Working and living in Washington, DC offers its share of surreal moments. Such as seeing Ralph Nader on the street every day, who attempts to hide behind a conspicuous floppy felt hat, or discovering that the unassuming guy you bump into every night when you walk your dog is in reality the political operative who spearheaded the war on John Ashcroft’s nomination. Walking home every night on 17th Street, I look at the after-work crowds sprawled out on restaurant patios and wonder who they really are -- what good or evil do these people commit every day in the halls of Congress?

Yesterday, I was introduced to a new colleague at work -- a guy who spent the last thirty years in journalism and politics. Noticing the Howard Dean paraphernalia stuck to my office door (as well as the embarrassing poster advertising EA’s “Return of the King” video game, a game I don’t even own), he told me that he just doesn’t like Dean.

“He’s just a rich guy he said, a Yale guy. He’s the same as George Bush.”

“Who do you support?” I asked.

He hemmed and hawed about Gephardt, but then told me, “Joe Lieberman has been around awhile, he’s a good man.”

I continued to grill him on his political interests, a subject he was delighted to discuss at length, despite the fact that he had to leave. What struck me most about the exchange, though, was that he wasn’t the least bit interested in why I like Howard Dean -- he could have cared less about my political beliefs at all. You’d think that if he disliked Dean as much as he said he did he would have been interested in just why I liked him -- but that didn’t seem to be the case.

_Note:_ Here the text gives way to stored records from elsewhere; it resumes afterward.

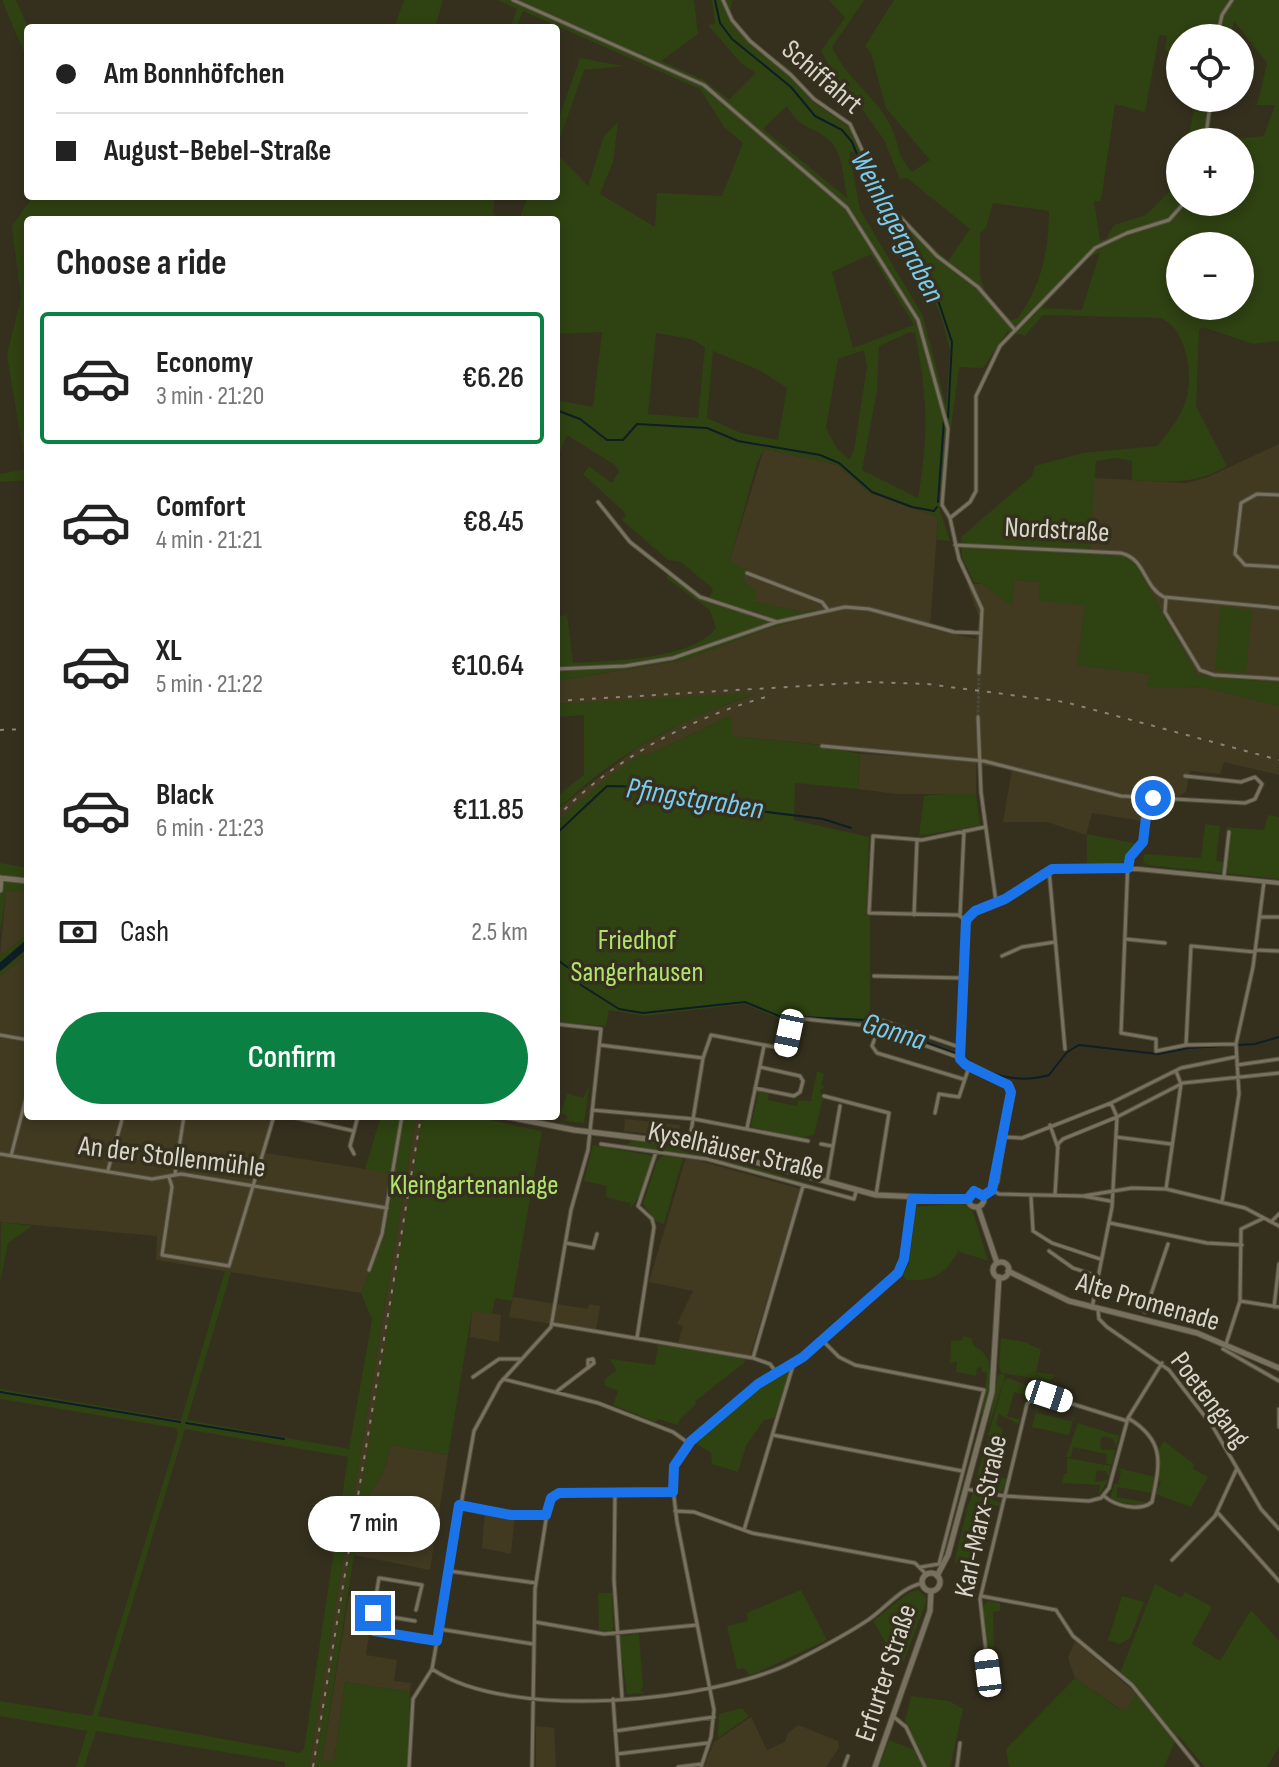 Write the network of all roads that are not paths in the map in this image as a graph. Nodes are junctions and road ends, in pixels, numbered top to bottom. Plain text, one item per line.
1 (513, 0) edge
2 (723, 0) edge
3 (1232, 0) edge
4 (1220, 24) edge
5 (1174, 216) edge
6 (1015, 330) junction
7 (1279, 495) edge
8 (598, 502) dead end
9 (950, 518) junction
10 (955, 545) junction
11 (1279, 567) edge
12 (747, 573) dead end
13 (1166, 598) junction
14 (1279, 608) edge
15 (828, 610) junction
16 (777, 622) junction
17 (981, 633) junction
18 (560, 669) edge
19 (979, 673) tunnel mouth
20 (1279, 679) edge
21 (978, 717) tunnel mouth
22 (822, 746) dead end
23 (980, 760) junction
24 (1185, 776) dead end
25 (1149, 800) junction
26 (985, 827) junction
27 (964, 831) junction
28 (1229, 832) dead end
29 (917, 840) junction
30 (1128, 868) junction
31 (1049, 870) junction
32 (1224, 876) junction
33 (1, 878) edge
34 (24, 881) edge
35 (1264, 882) junction
36 (1279, 883) edge
37 (0, 890) edge
38 (996, 902) junction
39 (914, 915) junction
40 (960, 916) junction
41 (1260, 917) junction
42 (1279, 917) edge
43 (966, 920) junction
44 (1125, 939) junction
45 (1055, 942) junction
46 (1165, 943) dead end
47 (1255, 951) junction
48 (1279, 951) edge
49 (1002, 956) dead end
50 (874, 976) dead end
51 (963, 978) junction
52 (872, 1017) dead end
53 (560, 1024) edge
54 (878, 1029) junction
55 (0, 1035) edge
56 (24, 1039) edge
57 (1236, 1044) junction
58 (600, 1045) junction
59 (764, 1045) junction
60 (1186, 1045) junction
61 (1065, 1049) dead end
62 (960, 1054) junction
63 (1237, 1055) junction
64 (703, 1058) junction
65 (1279, 1059) edge
66 (1237, 1065) junction
67 (760, 1067) junction
68 (969, 1067) junction
69 (1176, 1071) junction
70 (1279, 1073) edge
71 (963, 1079) junction
72 (1238, 1080) junction
73 (1181, 1084) junction
74 (755, 1088) junction
75 (824, 1096) dead end
76 (1111, 1103) junction
77 (24, 1106) edge
78 (840, 1106) dead end
79 (592, 1110) junction
80 (935, 1113) dead end
81 (1117, 1117) junction
82 (694, 1119) junction
83 (122, 1120) edge
84 (183, 1120) edge
85 (273, 1120) edge
86 (306, 1120) edge
87 (357, 1120) edge
88 (401, 1120) edge
89 (525, 1120) edge
90 (1050, 1125) junction
91 (747, 1128) junction
92 (354, 1131) junction
93 (590, 1132) junction
94 (1004, 1137) junction
95 (1116, 1137) junction
96 (808, 1141) dead end
97 (601, 1144) dead end
98 (689, 1144) junction
99 (821, 1144) dead end
100 (1171, 1144) junction
101 (832, 1146) junction
102 (1058, 1148) junction
103 (657, 1151) junction
104 (0, 1154) edge
105 (354, 1154) dead end
106 (11, 1156) junction
107 (108, 1172) junction
108 (175, 1174) junction
109 (169, 1177) junction
110 (827, 1183) junction
111 (254, 1186) junction
112 (803, 1186) junction
113 (1166, 1189) junction
114 (992, 1190) junction
115 (856, 1192) junction
116 (1112, 1194) junction
117 (876, 1195) junction
118 (1032, 1195) junction
119 (1055, 1195) junction
120 (983, 1196) junction
121 (1083, 1196) junction
122 (912, 1199) junction
123 (968, 1199) junction
124 (1111, 1201) junction
125 (1222, 1202) junction
126 (978, 1207) junction
127 (387, 1208) junction
128 (1279, 1214) edge
129 (1264, 1218) junction
130 (1272, 1221) junction
131 (1110, 1223) junction
132 (1279, 1226) edge
133 (597, 1234) dead end
134 (566, 1243) junction
135 (1168, 1244) dead end
136 (1242, 1245) junction
137 (1049, 1251) dead end
138 (1100, 1259) junction
139 (997, 1263) junction
140 (1279, 1264) edge
141 (369, 1270) dead end
142 (1008, 1271) junction
143 (1097, 1276) junction
144 (999, 1277) junction
145 (1240, 1301) junction
146 (1276, 1307) edge
147 (1095, 1309) junction
148 (1145, 1312) dead end
149 (552, 1324) junction
150 (637, 1338) junction
151 (822, 1340) junction
152 (1224, 1347) junction
153 (753, 1358) junction
154 (521, 1359) junction
155 (794, 1362) junction
156 (1162, 1363) junction
157 (588, 1368) dead end
158 (1279, 1368) edge
159 (776, 1372) junction
160 (473, 1377) dead end
161 (503, 1379) junction
162 (1279, 1381) edge
163 (556, 1392) junction
164 (1279, 1409) edge
165 (1127, 1419) junction
166 (975, 1424) junction
167 (983, 1426) junction
168 (1279, 1427) edge
169 (773, 1435) junction
170 (689, 1443) junction
171 (1237, 1468) junction
172 (964, 1471) junction
173 (966, 1489) junction
174 (673, 1492) junction
175 (615, 1493) junction
176 (1104, 1496) junction
177 (1008, 1497) junction
178 (459, 1505) junction
179 (675, 1511) junction
180 (1217, 1512) junction
181 (546, 1515) junction
182 (1279, 1529) edge
183 (744, 1530) junction
184 (1172, 1560) dead end
185 (921, 1567) junction
186 (449, 1571) junction
187 (927, 1575) junction
188 (937, 1576) junction
189 (1279, 1581) edge
190 (536, 1583) junction
191 (923, 1583) junction
192 (931, 1591) junction
193 (981, 1596) junction
194 (416, 1610) dead end
195 (373, 1614) junction
196 (415, 1621) dead end
197 (533, 1622) junction
198 (697, 1625) junction
199 (439, 1629) junction
200 (616, 1633) junction
201 (437, 1641) junction
202 (533, 1644) junction
203 (432, 1669) junction
204 (710, 1688) junction
205 (991, 1695) dead end
206 (623, 1698) junction
207 (532, 1699) junction
208 (613, 1699) junction
209 (714, 1717) junction
210 (894, 1717) junction
211 (615, 1731) junction
212 (710, 1743) junction
213 (960, 1743) dead end
214 (617, 1754) junction
215 (848, 1756) dead end
216 (702, 1766) edge
217 (409, 1767) edge
218 (532, 1767) edge
219 (618, 1767) edge
220 (678, 1767) edge
221 (844, 1767) edge
222 (875, 1767) edge
223 (925, 1767) edge
224 (957, 1767) edge
225 (1198, 1767) edge

1 - 9 street
2 - 6 street, Schiffahrt
3 - 4 street
5 - 6 street
6 - 9 street
7 - 11 street
8 - 16 street
9 - 10 street
10 - 13 street, Nordstraße
10 - 17 street
12 - 15 street
13 - 14 street
13 - 20 street, Nordstraße
15 - 16 street
15 - 17 street
16 - 18 street
17 - 19 street
21 - 23 street
22 - 23 street
23 - 25 street
23 - 26 street
24 - 25 street
25 - 30 street
26 - 27 street
26 - 38 street
27 - 29 street
27 - 40 street
28 - 32 street
29 - 39 street
29 - 39 street
30 - 31 street
30 - 32 street
30 - 44 street
31 - 38 street
31 - 45 street
32 - 35 street
33 - 34 main road
33 - 37 main road
35 - 36 street
35 - 41 street
38 - 43 street
39 - 40 street
40 - 43 street
41 - 42 street
41 - 47 street
43 - 51 street
44 - 46 street
44 - 60 street
45 - 49 street
45 - 61 street
47 - 48 street
47 - 57 street
47 - 60 street
50 - 51 street
51 - 62 street
52 - 62 street
53 - 58 street
54 - 59 street
54 - 62 street
54 - 71 street
55 - 56 street
57 - 60 street
57 - 63 street
58 - 64 street
58 - 79 street
59 - 64 street
59 - 67 street
62 - 68 street
63 - 66 street
63 - 69 street
64 - 82 street
65 - 66 street
66 - 72 street
67 - 74 street
67 - 74 street
68 - 71 street
68 - 94 street
69 - 73 street
69 - 76 street
70 - 72 street
71 - 80 street
72 - 73 street
72 - 125 street
73 - 81 street
73 - 100 street
74 - 91 street
75 - 117 street
76 - 81 street
76 - 90 street
77 - 106 street
78 - 101 street, Kyselhäuser Straße
79 - 82 street, Kyselhäuser Straße
79 - 93 street
81 - 95 street
81 - 102 street
82 - 91 street, Kyselhäuser Straße
82 - 98 street
83 - 107 street
84 - 108 street
85 - 111 street
86 - 92 street
87 - 92 street
88 - 127 street
89 - 93 main road, Kyselhäuser Straße
90 - 94 street
90 - 102 street
91 - 96 street, Kyselhäuser Straße
92 - 105 street
93 - 98 main road, Kyselhäuser Straße
93 - 134 street
94 - 114 street
95 - 100 street
95 - 116 street
97 - 103 street, Kyselhäuser Straße
98 - 110 main road, Kyselhäuser Straße
99 - 101 street
100 - 113 street
101 - 110 street, Kyselhäuser Straße
102 - 119 street
103 - 112 street, Kyselhäuser Straße
103 - 150 street
104 - 106 street, An der Stollenmühle
106 - 107 street, An der Stollenmühle
107 - 109 street, An der Stollenmühle
108 - 109 street, An der Stollenmühle
108 - 111 street, An der Stollenmühle
109 - 111 street
110 - 115 main road, Kyselhäuser Straße
111 - 127 street, An der Stollenmühle
112 - 115 street, Kyselhäuser Straße
112 - 153 street
113 - 116 street
113 - 125 street
114 - 118 street
114 - 120 street
115 - 117 main road, Kyselhäuser Straße
116 - 121 street
116 - 124 street
117 - 122 main road, Kyselhäuser Straße
118 - 119 street
118 - 138 street
119 - 121 street
120 - 123 main road, Kyselhäuser Straße
120 - 126 main road
121 - 124 street
122 - 123 main road, Kyselhäuser Straße
122 - 151 street
123 - 126 main road
124 - 131 street
125 - 129 street
126 - 139 main road
127 - 141 street
128 - 130 street
129 - 130 street
129 - 136 street
130 - 132 street
131 - 136 street
131 - 138 street
133 - 134 street
134 - 149 street
135 - 148 street
136 - 145 street
137 - 143 street
138 - 143 street
139 - 142 main road, Alte Promenade
139 - 144 main road, Erfurter Straße
140 - 146 street
142 - 144 main road
142 - 147 main road, Alte Promenade
143 - 147 street
144 - 167 main road, Erfurter Straße
145 - 146 street
145 - 152 street
147 - 152 main road, Alte Promenade
147 - 156 street, Poetengang
149 - 150 street
149 - 154 street
150 - 153 street
151 - 155 street
151 - 166 street, Erfurter Straße
152 - 158 main road, Alte Promenade
152 - 162 street, Alte Promenade
153 - 159 street
154 - 160 street
154 - 161 street
155 - 159 street
155 - 169 street
156 - 165 street
156 - 171 street, Poetengang
157 - 163 street
159 - 170 street
161 - 163 street
161 - 178 street
163 - 170 street
164 - 168 street
165 - 176 street
165 - 176 street
165 - 177 street, Karl-Marx-Straße
166 - 167 street
166 - 172 street, Erfurter Straße
167 - 173 main road, Erfurter Straße
169 - 172 street
169 - 183 street
170 - 174 street
171 - 180 street
171 - 182 street, Poetengang
172 - 185 street, Erfurter Straße
173 - 177 street
173 - 188 main road, Erfurter Straße
174 - 175 street
174 - 179 street
175 - 181 street
175 - 200 street
176 - 177 street
177 - 193 street, Karl-Marx-Straße
178 - 181 street
178 - 186 street
179 - 183 street
179 - 198 street
180 - 184 street
180 - 189 street
181 - 190 street
183 - 185 street
185 - 187 street
186 - 190 street
186 - 199 street
187 - 188 main road
187 - 191 main road
188 - 192 main road
190 - 197 street
191 - 192 main road
191 - 204 street
192 - 210 main road, Erfurter Straße
193 - 205 street, Karl-Marx-Straße
193 - 225 street
194 - 195 street
195 - 196 street
195 - 201 street
197 - 200 street
197 - 202 street
198 - 200 street
198 - 204 street
199 - 201 street
199 - 202 street
200 - 206 street
201 - 203 street
202 - 207 street
203 - 207 street
203 - 217 street
204 - 206 street
204 - 209 street
206 - 208 street
207 - 208 street
207 - 218 street
208 - 211 street
209 - 211 street
209 - 212 street
210 - 222 main road, Erfurter Straße
210 - 223 street
211 - 214 street
212 - 214 street
212 - 216 street
213 - 224 street
214 - 219 street
215 - 221 street
216 - 220 street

And therein lies the problem with the Democratic Party -- its longtime members and leaders have no interest in what young people (and I’m nearly 30, so I’m not that young, anymore) have to say. They expect to field people they like -- like Joe Lieberman -- simply because of time served, and not because of the issues. And we’re expected to blindly go along with it and vote for whomever they’ve prescribed for the rest of us to support.

Is it any wonder that young people feel disconnected from the political process?